Tea time

French pear cake

Pear cake : a French pastry


What do to do with overripe pears? A pear cake with an incomparable mellowness and taste!

Pear cake is as easy as delicious and it’s perfect for tea time. Today, it will be my kid’s snack when they come back from school. I am sure it will be a safe bet.

In France, we are really fond of cakes. We have three key traditional cakes:

  1. the famous Quatre-quarts which means “four quarters”: 1/4 butter, 1/4 sugar, 1/4 flour, 1/4 eggs + baking powder
  2. the very traditional candied fruits cake
  3. vanilla and chocolate cake (50/50)

Even if we like traditions, we are even more tempted by new flavours… poppy seeds, chocolate, double chocolate, Nutella, banana, lemon, orange, apple, pears, pineapple, cinnamon, coffee, yogurt etc… Sophie Dudemaine, called “the queen of cakes” in France, identified many cake recipes and wrote a French cooking book – Les cakes de Sophie – 100% dedicated to French cakes with about 80 different recipes! A treasure for people loving cakes…

Pear cake: what to say about nutrition?

Strange question, isn’t it for a pastry? I you are on diet, forget about cakes but if it’s not the case some tips will allow you to reconcile pleasure and health:

  • I recommend using T80 wheat flour: glycemic index is much lower than white flour, significantly richer in fibers and it’s full of mineral salts (potassium). I always use T80 flour for cakes and result is excellent.
  • Moreover, I always reduce quantity of sugar in cakes. Here, I have divided sugar by 2 and it remains sufficiently sweet with the pears…
  • Eventually, for a lighter version of that pear cake, pears can simply be steamed instead of being cooked into a syrup… I am sure it would be good.
  • Pear is an excellent source of antioxydants which means this cake is a very good way to make your kids eat fruit in case they are reluctant to them…

French pear cake recipe

For 1 cake (about 10-12 slices)


  • Preparation: 15 minutes
  • Cooking: 60 minutes
  • Total: 1h15


  • 3 eggs
  • 2.82 oz (80g) sugar + 3.53 oz (100g) for preparing the syrup
  • 5.64 oz (160g) wheat flour
  • 2 teaspoons baking powder
  • 5.29 oz (150g) salted butter softened to roon temperature (or add 1/2 teaspoon salt to 5.29 oz i.e. 150g unsalted butter)
  • 2 ripe pears (large size, preferably Williams)
  • 3.53 oz (10 cl) water
  • 1 teaspoon vanilla extract or 1 sachet of vanilla sugar
  • Optional: 1.76 oz (50g) chocolate chips
  • Optional: 1 tablespoon of Cognac (Brandy) or Rum

In the original recipe (from a French pastry book), they is much more sugar into the cake (6 oz instead of 2.82). Reason is because more and more people in France (and I include myself ino that group) dislike excessively sweet pastries. Therefore, I always reduce quantity of sugar from recipes coming from cooking books. If you prefer a stronger sweet taste, don’t hesitate to add more v(up to 6 oz i.e. 170g)…

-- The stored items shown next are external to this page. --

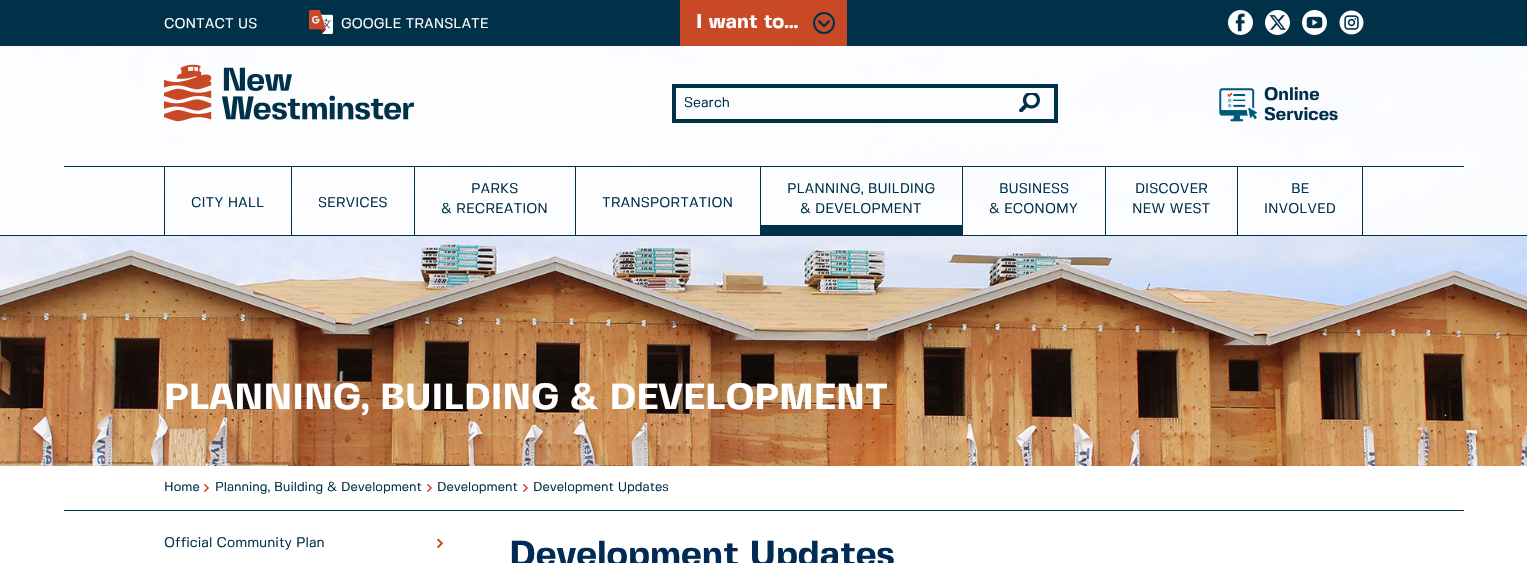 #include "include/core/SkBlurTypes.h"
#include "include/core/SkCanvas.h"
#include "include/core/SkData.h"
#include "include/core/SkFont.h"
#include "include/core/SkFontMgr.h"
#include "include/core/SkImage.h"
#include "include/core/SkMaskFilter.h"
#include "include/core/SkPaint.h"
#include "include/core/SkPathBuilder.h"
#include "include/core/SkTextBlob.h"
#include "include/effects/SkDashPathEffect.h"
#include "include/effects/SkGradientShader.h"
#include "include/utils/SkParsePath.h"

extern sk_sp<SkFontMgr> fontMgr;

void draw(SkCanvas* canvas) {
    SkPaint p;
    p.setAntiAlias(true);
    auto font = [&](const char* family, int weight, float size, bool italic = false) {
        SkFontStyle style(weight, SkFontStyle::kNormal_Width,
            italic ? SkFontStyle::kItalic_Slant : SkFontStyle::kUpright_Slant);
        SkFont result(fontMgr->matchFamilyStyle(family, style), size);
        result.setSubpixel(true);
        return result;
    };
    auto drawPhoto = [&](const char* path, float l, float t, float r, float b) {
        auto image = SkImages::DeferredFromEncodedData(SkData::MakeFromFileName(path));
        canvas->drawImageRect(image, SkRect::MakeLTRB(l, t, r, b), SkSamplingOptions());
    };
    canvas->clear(0xFFFFFFFF);
    p.setColor(0xFF003149);
    canvas->drawRect(SkRect::MakeLTRB(0, 0, 1527, 46), p);
    auto font1 = font("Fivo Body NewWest", 400, 14);
    p.setColor(0xFFFFFFFF);
    canvas->drawString("CONTACT US", 164, 28, font1, p);
    drawPhoto("media/1.png", 309, 10, 333, 34);
    canvas->drawString("GOOGLE TRANSLATE", 341, 28, font1, p);
    p.setColor(0xFFC94927);
    canvas->drawRect(SkRect::MakeLTRB(680, 0, 847, 46), p);
    auto font2 = font("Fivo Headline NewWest", 700, 20);
    p.setColor(0xFFFFFFFF);
    canvas->drawString("I want to...", 696, 28, font2, p);
    drawPhoto("media/2.png", 818, 20, 830, 28);
    p.setStyle(SkPaint::kStroke_Style);
    p.setStrokeWidth(2);
    p.setColor(0xFF003149);
    canvas->drawCircle(824, 23, 10, p);
    drawPhoto("media/3.png", 1228, 10, 1253, 35);
    drawPhoto("media/4.png", 1265, 10, 1290, 35);
    drawPhoto("media/5.png", 1302, 10, 1327, 35);
    drawPhoto("media/6.png", 1339, 10, 1364, 35);
    drawPhoto("media/10.png", 0, 46, 1527, 466);
    p.setStyle(SkPaint::kFill_Style);
    p.setColor(0xE6FFFFFF);
    canvas->drawRect(SkRect::MakeLTRB(0, 46, 1527, 235), p);
    p.setColor(0xFF003149);
    canvas->drawRect(SkRect::MakeLTRB(0, 235, 1527, 236), p);
    drawPhoto("media/7.png", 164, 64, 414, 122);
    p.setStyle(SkPaint::kStroke_Style);
    p.setStrokeWidth(4);
    canvas->drawRect(SkRect::MakeLTRB(674, 86, 1056, 121), p);
    p.setStyle(SkPaint::kFill_Style);
    canvas->drawString("Search", 684, 107, font1, p);
    drawPhoto("media/8.png", 1019, 93, 1040, 112);
    drawPhoto("media/9.png", 1219, 88, 1257, 122);
    auto font3 = font("Fivo Headline NewWest", 700, 18);
    canvas->drawString("Online", 1264, 100, font3, p);
    canvas->drawString("Services", 1264, 120, font3, p);
    {
        const struct { float l, t, r, b; SkColor color; } items[] = {
            {64, 166, 1464, 167, 0xFF003149},
            {291, 167, 292, 235, 0xFF003149},
            {164, 167, 165, 235, 0xFF003149},
        };
        for (auto [l, t, r, b, color] : items) {
            p.setColor(color);
            canvas->drawRect(SkRect::MakeLTRB(l, t, r, b), p);
        }
    }
    canvas->drawString("CITY HALL", 191, 207, font1, p);
    canvas->drawRect(SkRect::MakeLTRB(414, 167, 415, 235), p);
    canvas->drawString("SERVICES", 318, 207, font1, p);
    canvas->drawRect(SkRect::MakeLTRB(575, 167, 576, 235), p);
    canvas->drawString("PARKS", 471, 193, font1, p);
    canvas->drawString("& RECREATION", 441, 213, font1, p);
    canvas->drawRect(SkRect::MakeLTRB(760, 167, 761, 235), p);
    canvas->drawString("TRANSPORTATION", 602, 207, font1, p);
    canvas->drawRect(SkRect::MakeLTRB(962, 167, 963, 235), p);
    canvas->drawRect(SkRect::MakeLTRB(761, 225, 962, 235), p);
    canvas->drawString("PLANNING, BUILDING", 787, 193, font1, p);
    canvas->drawString("& DEVELOPMENT", 800, 213, font1, p);
    canvas->drawRect(SkRect::MakeLTRB(1105, 167, 1106, 235), p);
    canvas->drawString("BUSINESS", 999, 193, font1, p);
    canvas->drawString("& ECONOMY", 989, 213, font1, p);
    canvas->drawRect(SkRect::MakeLTRB(1237, 167, 1238, 235), p);
    canvas->drawString("DISCOVER", 1135, 193, font1, p);
    canvas->drawString("NEW WEST", 1132, 213, font1, p);
    canvas->drawRect(SkRect::MakeLTRB(1362, 167, 1363, 235), p);
    canvas->drawString("BE", 1291, 193, font1, p);
    canvas->drawString("INVOLVED", 1264, 213, font1, p);
    auto font4 = font("Fivo Headline NewWest", 700, 36);
    p.setColor(0xFFFFFFFF);
    canvas->drawString("PLANNING, BUILDING & DEVELOPMENT", 164, 409, font4, p);
    p.setColor(0xFF003149);
    canvas->drawRect(SkRect::MakeLTRB(64, 510, 1464, 511), p);
    auto font5 = font("Fivo Body NewWest", 400, 13);
    canvas->drawString("Home", 164, 491, font5, p);
    drawPhoto("media/11.png", 204, 484, 209, 492);
    canvas->drawString("Planning, Building & Development", 215, 491, font5, p);
    drawPhoto("media/11.png", 427, 484, 432, 492);
    canvas->drawString("Development", 437, 491, font5, p);
    drawPhoto("media/11.png", 523, 484, 528, 492);
    canvas->drawString("Development Updates", 533, 491, font5, p);
    drawPhoto("media/12.png", 437, 538, 443, 548);
    canvas->drawString("Official Community Plan", 164, 547, font1, p);
    p.setColor(0xFF002B54);
    canvas->drawString("Development Updates", 509, 566, font4, p);
} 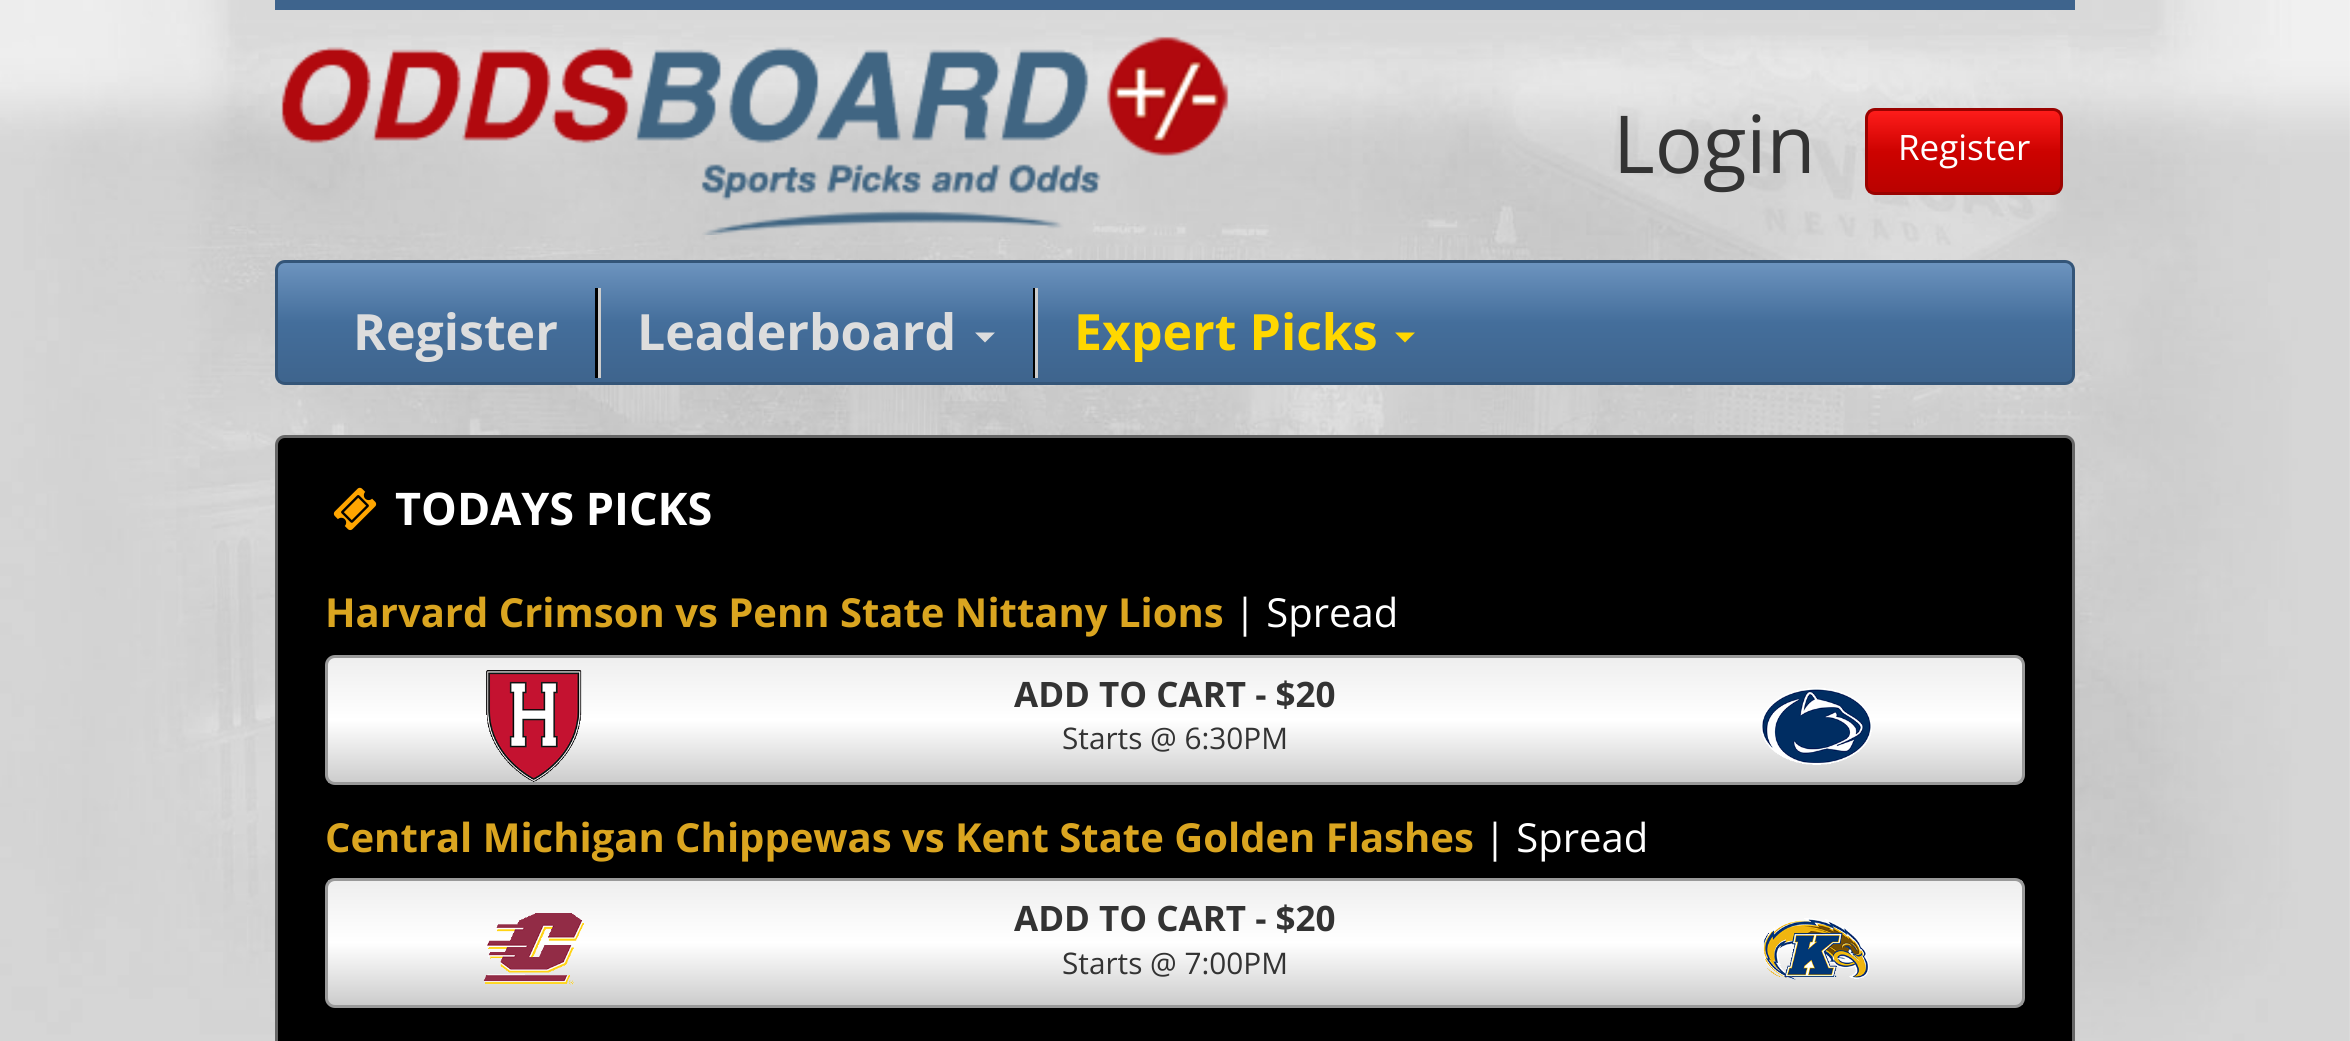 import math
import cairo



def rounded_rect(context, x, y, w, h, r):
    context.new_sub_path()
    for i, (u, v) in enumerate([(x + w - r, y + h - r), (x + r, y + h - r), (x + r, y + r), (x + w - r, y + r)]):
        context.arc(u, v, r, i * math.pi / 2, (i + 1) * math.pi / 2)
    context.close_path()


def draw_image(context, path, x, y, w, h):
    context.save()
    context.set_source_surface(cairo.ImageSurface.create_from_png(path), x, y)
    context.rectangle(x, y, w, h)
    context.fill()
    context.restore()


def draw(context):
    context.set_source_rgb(1, 1, 1)
    context.paint()
    draw_image(context, "images/1.png", 0, 0, 2350, 1041)
    context.set_source_rgb(62 / 255, 100 / 255, 141 / 255)
    context.rectangle(275, 0, 1800, 10)
    context.fill()
    draw_image(context, "images/2.png", 281, 36, 948, 199)
    context.save()
    rounded_rect(context, 1865, 108, 198, 87, 10)
    context.clip()
    gradient = cairo.LinearGradient(1964, 110, 1964, 193)
    gradient.add_color_stop_rgba(0, 1, 29 / 255, 27 / 255, 1)
    gradient.add_color_stop_rgba(0.5, 205 / 255, 2 / 255, 0, 1)
    gradient.add_color_stop_rgba(1, 185 / 255, 2 / 255, 0, 1)
    context.set_source(gradient)
    context.rectangle(1868, 110, 192, 83)
    context.fill()
    context.restore()
    rounded_rect(context, 1866.5, 109.5, 195, 84, 8.5)
    context.set_source_rgb(154 / 255, 2 / 255, 0)
    context.set_line_width(3)
    context.stroke()
    context.save()
    rounded_rect(context, 275, 260, 1800, 125, 10)
    context.clip()
    gradient = cairo.LinearGradient(1175, 262, 1175, 383)
    gradient.add_color_stop_rgba(0, 109 / 255, 148 / 255, 191 / 255, 1)
    gradient.add_color_stop_rgba(0.5, 68 / 255, 110 / 255, 155 / 255, 1)
    gradient.add_color_stop_rgba(1, 62 / 255, 100 / 255, 141 / 255, 1)
    context.set_source(gradient)
    context.rectangle(278, 263, 1795, 120)
    context.fill()
    context.restore()
    rounded_rect(context, 276.5, 261.5, 1797, 122, 8.5)
    context.set_source_rgb(52 / 255, 85 / 255, 120 / 255)
    context.stroke()
    context.set_source_rgb(0, 0, 0)
    context.rectangle(595, 288, 3, 90)
    context.fill()
    context.rectangle(1033, 288, 2, 90)
    context.fill()
    context.set_source_rgb(204 / 255, 204 / 255, 204 / 255)
    context.rectangle(598, 288, 3, 90)
    context.fill()
    context.set_source_rgb(221 / 255, 221 / 255, 221 / 255)
    context.new_path()
    context.move_to(975, 332.5)
    context.line_to(995, 332.5)
    context.line_to(985, 342.5)
    context.close_path()
    context.fill()
    context.set_source_rgb(204 / 255, 204 / 255, 204 / 255)
    context.rectangle(1035, 288, 3, 90)
    context.fill()
    context.set_source_rgb(1, 215 / 255, 0)
    context.new_path()
    context.move_to(1395, 332.5)
    context.line_to(1415, 332.5)
    context.line_to(1405, 342.5)
    context.close_path()
    context.fill()
    context.set_source_rgb(0, 0, 0)
    rounded_rect(context, 276.5, 436.5, 1797, 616, 8.5)
    context.fill_preserve()
    context.set_source_rgb(102 / 255, 102 / 255, 102 / 255)
    context.stroke()
    draw_image(context, "images/3.png", 333, 487, 44, 44)
    context.save()
    rounded_rect(context, 325, 655, 1700, 130, 10)
    context.clip()
    gradient = cairo.LinearGradient(1175, 657, 1175, 783)
    gradient.add_color_stop_rgba(0, 238 / 255, 238 / 255, 238 / 255, 1)
    gradient.add_color_stop_rgba(0.5, 1, 1, 1, 1)
    gradient.add_color_stop_rgba(1, 204 / 255, 204 / 255, 204 / 255, 1)
    context.set_source(gradient)
    context.rectangle(328, 658, 1695, 125)
    context.fill()
    context.restore()
    rounded_rect(context, 326.5, 656.5, 1697, 127, 8.5)
    context.set_source_rgb(153 / 255, 153 / 255, 153 / 255)
    context.stroke()
    draw_image(context, "images/4.png", 486, 670, 96, 112)
    draw_image(context, "images/5.png", 1761, 687, 111, 78)
    context.save()
    rounded_rect(context, 325, 878, 1700, 130, 10)
    context.clip()
    gradient = cairo.LinearGradient(1175, 880, 1175, 1005)
    gradient.add_color_stop_rgba(0, 238 / 255, 238 / 255, 238 / 255, 1)
    gradient.add_color_stop_rgba(0.5, 1, 1, 1, 1)
    gradient.add_color_stop_rgba(1, 204 / 255, 204 / 255, 204 / 255, 1)
    context.set_source(gradient)
    context.rectangle(328, 880, 1695, 125)
    context.fill()
    context.restore()
    rounded_rect(context, 326.5, 879.5, 1697, 127, 8.5)
    context.stroke()
    draw_image(context, "images/6.png", 483, 913, 101, 72)
    draw_image(context, "images/7.png", 1763, 918, 107, 62)
    context.select_font_face("Open Sans")
    context.set_font_size(80)
    context.set_source_rgb(51 / 255, 51 / 255, 51 / 255)
    context.move_to(1613, 173)
    context.show_text("Login")
    context.set_font_size(35)
    context.set_source_rgb(1, 1, 1)
    context.move_to(1898, 160)
    context.show_text("Register")
    context.select_font_face("Open Sans", cairo.FontSlant.NORMAL, cairo.FontWeight.BOLD)
    context.set_font_size(50)
    context.set_source_rgb(221 / 255, 221 / 255, 221 / 255)
    context.move_to(353, 350)
    context.show_text("Register")
    context.move_to(637, 350)
    context.show_text("Leaderboard")
    context.set_source_rgb(1, 215 / 255, 0)
    context.move_to(1074, 350)
    context.show_text("Expert Picks")
    context.set_font_size(45)
    context.set_source_rgb(1, 1, 1)
    context.move_to(395, 525)
    context.show_text("TODAYS PICKS")
    context.set_font_size(40)
    context.set_source_rgb(218 / 255, 165 / 255, 32 / 255)
    context.move_to(325, 627)
    context.show_text("Harvard Crimson vs Penn State Nittany Lions")
    context.select_font_face("Open Sans")
    context.set_source_rgb(1, 1, 1)
    context.move_to(1234, 627)
    context.show_text("| Spread")
    context.select_font_face("Open Sans", cairo.FontSlant.NORMAL, cairo.FontWeight.BOLD)
    context.set_font_size(35)
    context.set_source_rgb(51 / 255, 51 / 255, 51 / 255)
    context.move_to(1014, 707)
    context.show_text("ADD TO CART - $20")
    context.select_font_face("Open Sans")
    context.set_font_size(29.75)
    context.move_to(1062, 749)
    context.show_text("Starts @ 6:30PM")
    context.select_font_face("Open Sans", cairo.FontSlant.NORMAL, cairo.FontWeight.BOLD)
    context.set_font_size(40)
    context.set_source_rgb(218 / 255, 165 / 255, 32 / 255)
    context.move_to(325, 852)
    context.show_text("Central Michigan Chippewas vs Kent State Golden Flashes")
    context.select_font_face("Open Sans")
    context.set_source_rgb(1, 1, 1)
    context.move_to(1484, 852)
    context.show_text("| Spread")
    context.select_font_face("Open Sans", cairo.FontSlant.NORMAL, cairo.FontWeight.BOLD)
    context.set_font_size(35)
    context.set_source_rgb(51 / 255, 51 / 255, 51 / 255)
    context.move_to(1014, 931)
    context.show_text("ADD TO CART - $20")
    context.select_font_face("Open Sans")
    context.set_font_size(29.75)
    context.move_to(1062, 974)
    context.show_text("Starts @ 7:00PM")


surface = cairo.ImageSurface(cairo.Format.RGB24, 2350, 1041)
context = cairo.Context(surface)
options = cairo.FontOptions()
options.set_hint_metrics(cairo.HintMetrics.OFF)
options.set_hint_style(cairo.HintStyle.NONE)
context.set_font_options(options)
context.set_miter_limit(4)
draw(context)
surface.write_to_png("out.png")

  • Preheat oven to 350°T (180°C)
  • Peel the pears, remove the core and cut them into two pieces
  • Prepare syrup: bring to a boil 3.53 oz (10 cl) water with 3.53 oz (100g) sugar into a saucepan.
  • Reduce to low heat and add the pears. Cover the saucepan and cook during 15 minutes
  • Dice the pears
  • Whisk eggs with 2.82 oz (80g) sugar into a bowl. Add the flour, baking powder, vanilla and butter softened at room temperature (if it’s cold you can melt it in micro-wave). Mix well.
  • Optional: add the chocolate chips
  • Optional: add the Cognac (Brandy) or Rum
  • Gently add the pears and mix carefully
  • Butter and flour a rectangular cake mould
  • Pour the dough into the mould and bake for about 45 minutes
  • Let cool till serving
  • Enjoy!

I have never tried but I am sure it would be a good option to add cinnamon to the syrup used to cook the pears!


For teatime, I encourage you to try also: https://www.frenchmumcooking.com/pain-perdu-the-genuine-french-toasts/

3 thoughts on “French pear cake

  1. I will admit I had low expectations because I thought it was weird that the recipe didn’t have any sort of liquid (just the eggs that are kind of liquid) But you proved me wrong! The cake turned out amazing. Super light, subtle flavors. Cutting down the amount of sugar from the original recipe was definitely a genius move, not to mention how easy it is to make. Thanks for the wonderful recipe!